Nicola’s memoir opens near Christmas with her discovery of a problem with her breast. She soon is diagnosed with grade three cancer. Having just begun a job as nanny to a young family in England, she is concerned about telling them her troubles. But the couple rises to the occasion, taking good care of her throughout the ordeal. Four weeks after the operation, Nicola returns to her family in her native Australia for additional pampering, and eventually she returns to England to work part time for her cousin.
Throughout the short book, the author discusses the difficulty of dealing with the aftermath of cancer surgery, including the trials of chemotherapy and radiation and keeping track of the many pills needed. But she realizes that “things we dread most are manageable,” and focuses on the nicest recollections, such as when her daughter-in-law Monica kindly rubs the soothing juice of an aloe plant on her nearly bald head. All she had left then was just “fly away sides, which I believe Clare’s husband Keith called angel wings . . . Sweet!”
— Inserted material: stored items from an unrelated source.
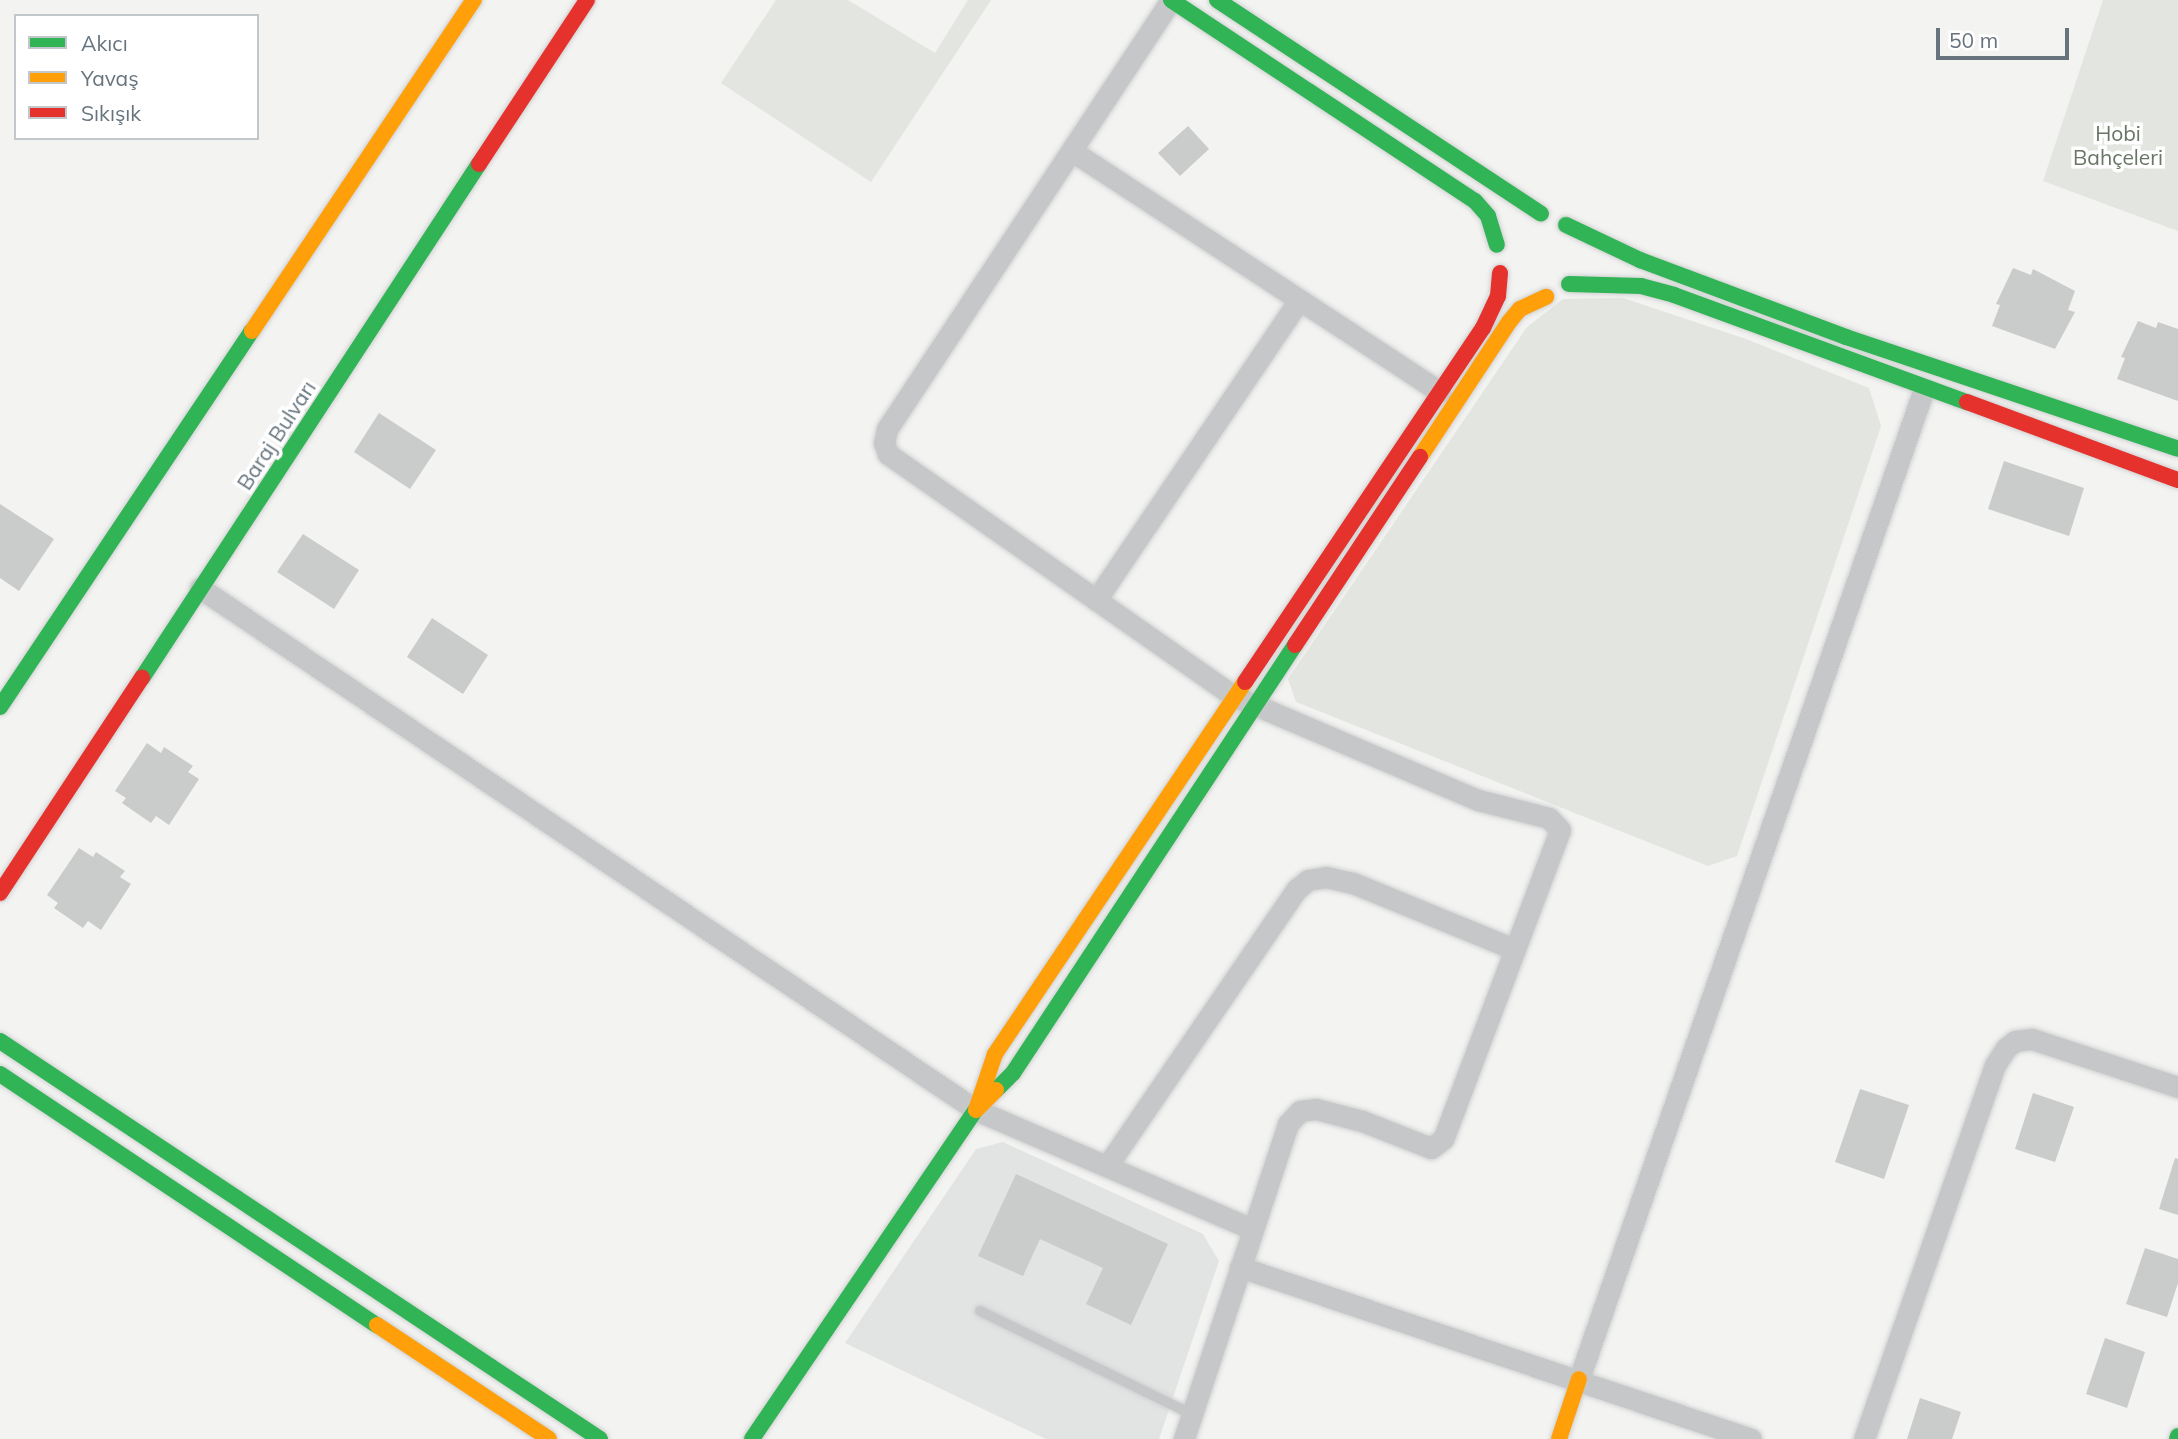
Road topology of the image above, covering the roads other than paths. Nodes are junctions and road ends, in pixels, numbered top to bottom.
1 (474, 0) edge
2 (587, 0) edge
3 (1171, 0) edge
4 (1217, 0) edge
5 (1072, 151) junction
6 (1541, 214) junction
7 (1566, 225) junction
8 (1497, 245) junction
9 (1500, 273) junction
10 (1569, 284) junction
11 (1546, 297) junction
12 (1299, 300) junction
13 (1924, 389) junction
14 (1440, 392) junction
15 (2178, 449) edge
16 (2178, 480) edge
17 (200, 588) junction
18 (1096, 600) junction
19 (1234, 696) junction
20 (0, 707) edge
21 (1258, 708) junction
22 (0, 893) edge
23 (1514, 949) junction
24 (0, 1041) edge
25 (0, 1074) edge
26 (2178, 1087) edge
27 (976, 1110) junction
28 (1107, 1166) junction
29 (1252, 1229) junction
30 (1240, 1268) junction
31 (980, 1311) dead end
32 (1579, 1379) junction
33 (1193, 1415) junction
34 (548, 1439) edge
35 (600, 1439) edge
36 (752, 1439) edge
37 (1184, 1439) edge
38 (1559, 1439) edge
39 (1751, 1439) edge
40 (1864, 1439) edge

1 - 20 street
2 - 17 street, Baraj Bulvarı
3 - 5 street
3 - 8 street
4 - 6 street
5 - 12 street
5 - 18 street
6 - 7 street
6 - 8 street
7 - 10 street
7 - 15 street
8 - 9 street
9 - 11 street
9 - 14 street
10 - 11 street
10 - 13 street
11 - 21 street
12 - 14 street
12 - 18 street
13 - 16 street
13 - 32 street
14 - 19 street
17 - 22 street, Baraj Bulvarı
17 - 27 street
18 - 19 street
19 - 21 street
19 - 27 street
21 - 23 street
21 - 27 street
23 - 28 street
23 - 29 street
24 - 35 street
25 - 34 street
26 - 40 street
27 - 28 street
27 - 36 street
28 - 29 street
29 - 30 street
30 - 32 street
30 - 33 street
31 - 33 lane
32 - 38 street
32 - 39 street
33 - 37 street

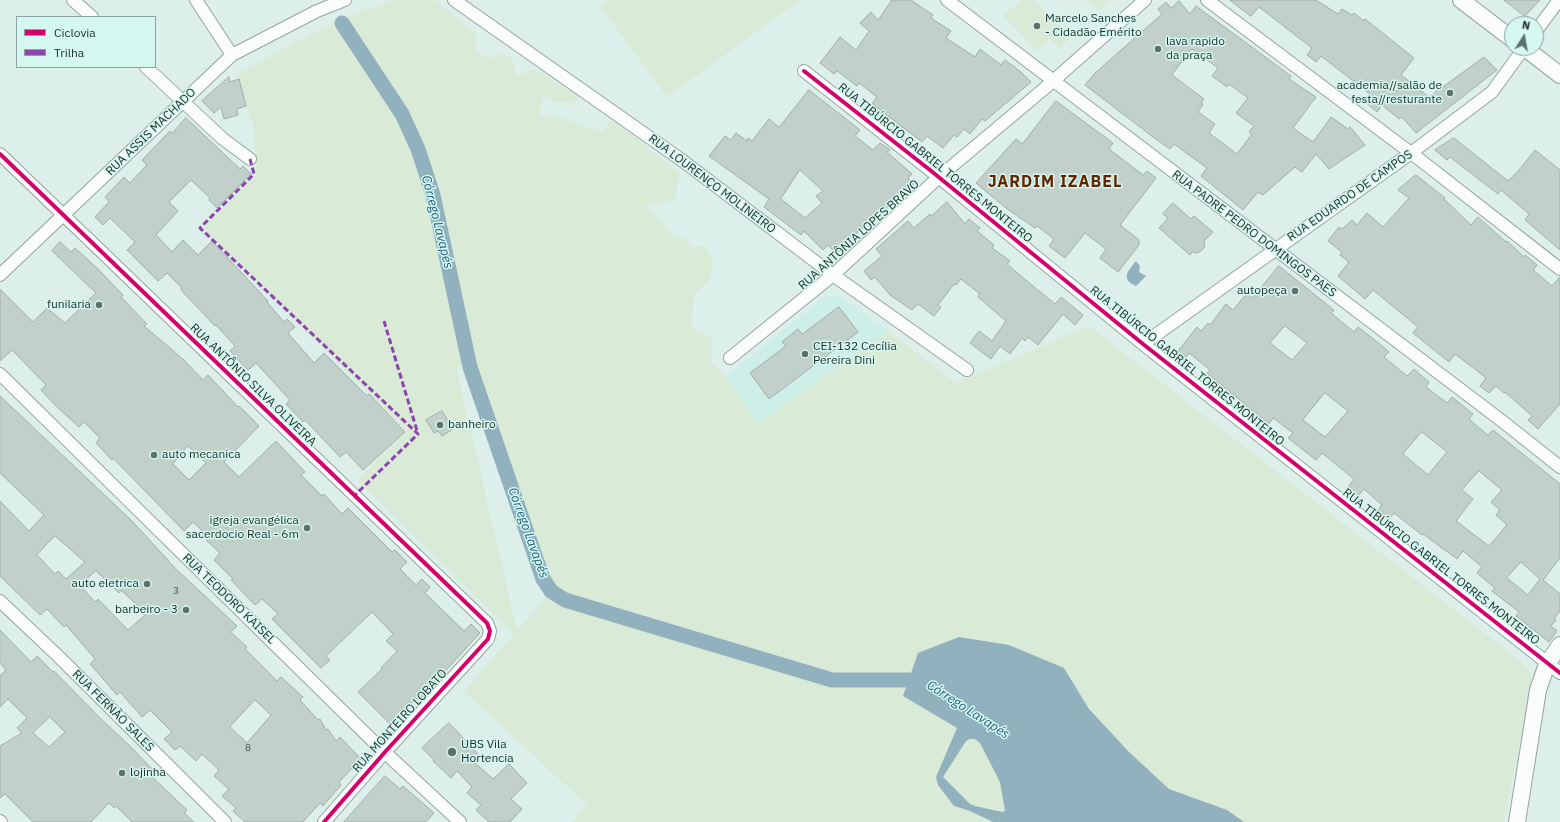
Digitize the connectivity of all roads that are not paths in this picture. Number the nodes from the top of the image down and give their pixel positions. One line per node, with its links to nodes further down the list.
1 (73, 0): 10 (street)
2 (196, 0): 13 (street)
3 (454, 0): 28 (street, RUA LOURENÇO MOLINEIRO)
4 (947, 0): 19 (street, RUA PADRE PEDRO DOMINGOS PAES)
5 (1145, 0): 19 (street, RUA ANTÔNIA LOPES BRAVO)
6 (1207, 0): 21 (street)
7 (1461, 0): 12 (main road)
8 (1559, 0): 11 (street)
9 (341, 1): 13 (street, RUA ASSIS MACHADO)
10 (91, 16)
11 (1544, 20)
12 (1504, 33)
13 (232, 54): 20 (street, RUA ASSIS MACHADO)
14 (1518, 56): 21 (street, RUA EDUARDO DE CAMPOS)
15 (1535, 56): 18 (main road)
16 (147, 68): 20 (street)
17 (804, 71): 24 (street, RUA TIBÚRCIO GABRIEL TORRES MONTEIRO)
18 (1560, 75)
19 (1053, 81): 24 (street, RUA ANTÔNIA LOPES BRAVO); 26 (street, RUA PADRE PEDRO DOMINGOS PAES)
20 (183, 101): 23 (street); 25 (street, RUA ASSIS MACHADO)
21 (1411, 153): 26 (street, RUA EDUARDO DE CAMPOS); 27 (street)
22 (0, 154): 25 (street, RUA ANTÔNIO SILVA OLIVEIRA)
23 (250, 159)
24 (939, 177): 28 (street, RUA ANTÔNIA LOPES BRAVO); 30 (street, RUA TIBÚRCIO GABRIEL TORRES MONTEIRO)
25 (64, 215): 29 (street, RUA ASSIS MACHADO); 36 (street, RUA ANTÔNIO SILVA OLIVEIRA)
26 (1275, 250): 30 (street, RUA EDUARDO DE CAMPOS); 34 (street, RUA PADRE PEDRO DOMINGOS PAES)
27 (1560, 269)
28 (833, 274): 31 (street, RUA ANTÔNIA LOPES BRAVO); 32 (street, RUA LOURENÇO MOLINEIRO)
29 (0, 275)
30 (1143, 344): 38 (street, RUA TIBÚRCIO GABRIEL TORRES MONTEIRO)
31 (730, 358)
32 (967, 370)
33 (0, 374): 40 (street, RUA TEODORO KAISEL)
34 (1560, 467)
35 (0, 600): 41 (street, RUA FERNÃO SALES)
36 (490, 632): 40 (street, RUA MONTEIRO LOBATO)
37 (1560, 645): 38 (main road)
38 (1547, 664): 39 (street, RUA TIBÚRCIO GABRIEL TORRES MONTEIRO); 44 (main road)
39 (1560, 673)
40 (385, 752): 42 (street, RUA MONTEIRO LOBATO); 43 (street, RUA TEODORO KAISEL)
41 (225, 822)
42 (324, 822)
43 (460, 822)
44 (1517, 822)

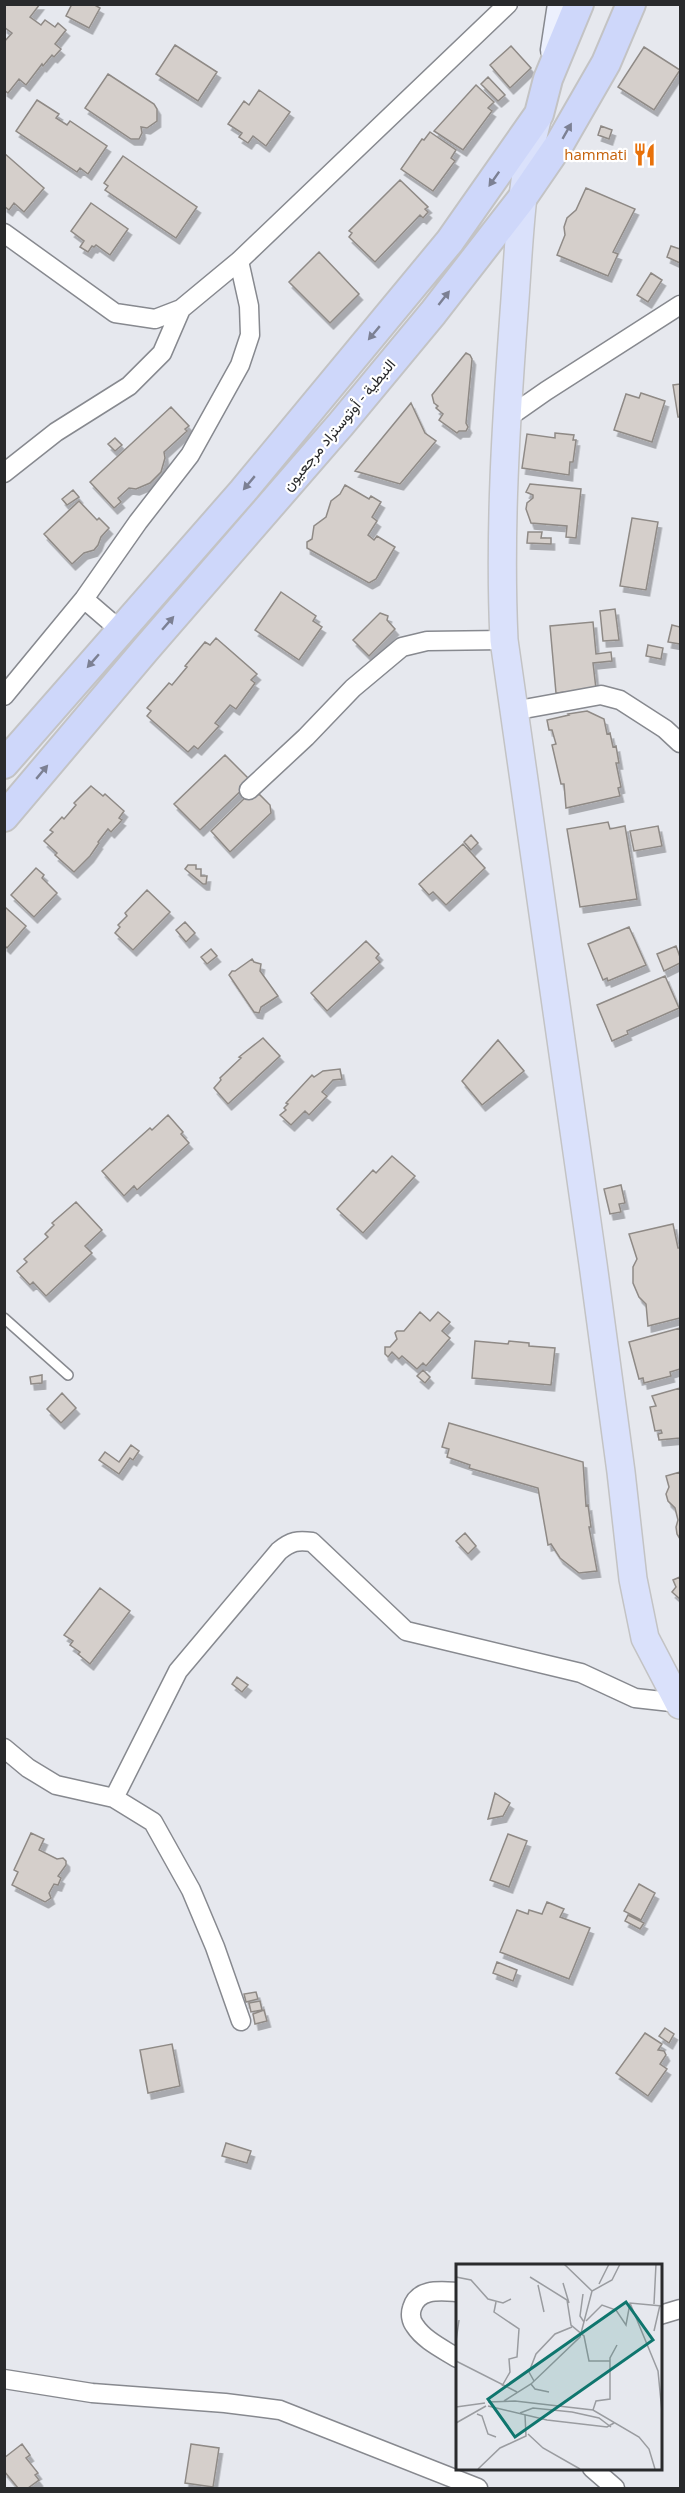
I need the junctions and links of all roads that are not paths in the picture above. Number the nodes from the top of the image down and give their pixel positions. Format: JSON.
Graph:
{"nodes":[{"id":1,"x":508,"y":4,"type":"edge"},
{"id":2,"x":560,"y":4,"type":"edge"},
{"id":3,"x":579,"y":4,"type":"edge"},
{"id":4,"x":631,"y":4,"type":"edge"},
{"id":5,"x":548,"y":79,"type":"junction"},
{"id":6,"x":539,"y":114,"type":"junction"},
{"id":7,"x":523,"y":197,"type":"junction"},
{"id":8,"x":4,"y":233,"type":"edge"},
{"id":9,"x":239,"y":261,"type":"junction"},
{"id":10,"x":681,"y":305,"type":"edge"},
{"id":11,"x":181,"y":309,"type":"junction"},
{"id":12,"x":506,"y":419,"type":"junction"},
{"id":13,"x":4,"y":473,"type":"edge"},
{"id":14,"x":84,"y":599,"type":"junction"},
{"id":15,"x":120,"y":630,"type":"junction"},
{"id":16,"x":504,"y":640,"type":"junction"},
{"id":17,"x":4,"y":696,"type":"edge"},
{"id":18,"x":513,"y":711,"type":"junction"},
{"id":19,"x":681,"y":743,"type":"edge"},
{"id":20,"x":4,"y":764,"type":"edge"},
{"id":21,"x":249,"y":790,"type":"dead end"},
{"id":22,"x":4,"y":817,"type":"edge"},
{"id":23,"x":4,"y":1318,"type":"edge"},
{"id":24,"x":68,"y":1375,"type":"dead end"},
{"id":25,"x":680,"y":1704,"type":"edge"},
{"id":26,"x":4,"y":1748,"type":"edge"},
{"id":27,"x":114,"y":1798,"type":"junction"},
{"id":28,"x":241,"y":2021,"type":"dead end"},
{"id":29,"x":456,"y":2292,"type":"edge"},
{"id":30,"x":681,"y":2309,"type":"edge"},
{"id":31,"x":661,"y":2315,"type":"edge"},
{"id":32,"x":456,"y":2357,"type":"edge"},
{"id":33,"x":4,"y":2379,"type":"edge"},
{"id":34,"x":593,"y":2469,"type":"edge"},
{"id":35,"x":478,"y":2488,"type":"edge"},
{"id":36,"x":615,"y":2488,"type":"edge"}],
"edges":[{"from":1,"to":9,"type":"street"},
{"from":2,"to":5,"type":"main road"},
{"from":3,"to":5,"type":"highway"},
{"from":7,"to":4,"type":"highway","name":"النبطية - أوتوستراد مرجعيون","one_way":true},
{"from":5,"to":6,"type":"highway"},
{"from":6,"to":7,"type":"main road"},
{"from":6,"to":15,"type":"highway","one_way":true},
{"from":7,"to":12,"type":"main road"},
{"from":22,"to":7,"type":"highway","name":"النبطية - أوتوستراد مرجعيون","one_way":true},
{"from":8,"to":11,"type":"street"},
{"from":9,"to":11,"type":"street"},
{"from":9,"to":14,"type":"street"},
{"from":10,"to":12,"type":"street"},
{"from":11,"to":13,"type":"street"},
{"from":12,"to":16,"type":"main road"},
{"from":14,"to":15,"type":"street"},
{"from":14,"to":17,"type":"street"},
{"from":15,"to":20,"type":"highway","one_way":true},
{"from":16,"to":18,"type":"main road"},
{"from":16,"to":21,"type":"street"},
{"from":18,"to":19,"type":"street"},
{"from":18,"to":25,"type":"main road"},
{"from":23,"to":24,"type":"lane"},
{"from":25,"to":27,"type":"street"},
{"from":26,"to":27,"type":"street"},
{"from":27,"to":28,"type":"street"},
{"from":29,"to":32,"type":"street"},
{"from":30,"to":31,"type":"street"},
{"from":33,"to":35,"type":"street"},
{"from":34,"to":36,"type":"street"}]}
This book is a highly personal work that journalizes the importance of the author’s family and friends’ involvement in nursing her back to health. As a book designed for the general public, it would benefit from a lead-in clarifying the book’s purpose, a guide to who’s who to help better clarify her relationships with family and friends, and an explanation as to how and why Nicola came to live in England. In addition, the timeline is foggy, with just one reference to any specific date, which is mentioned when the author heads to Australia “the year after the American 9/11 disaster.” Although the writing style is nicely chatty and clear, details are thinly presented despite the serious subject matter. Overall, the book’s appeal seems limited mostly to those closest to Nicola.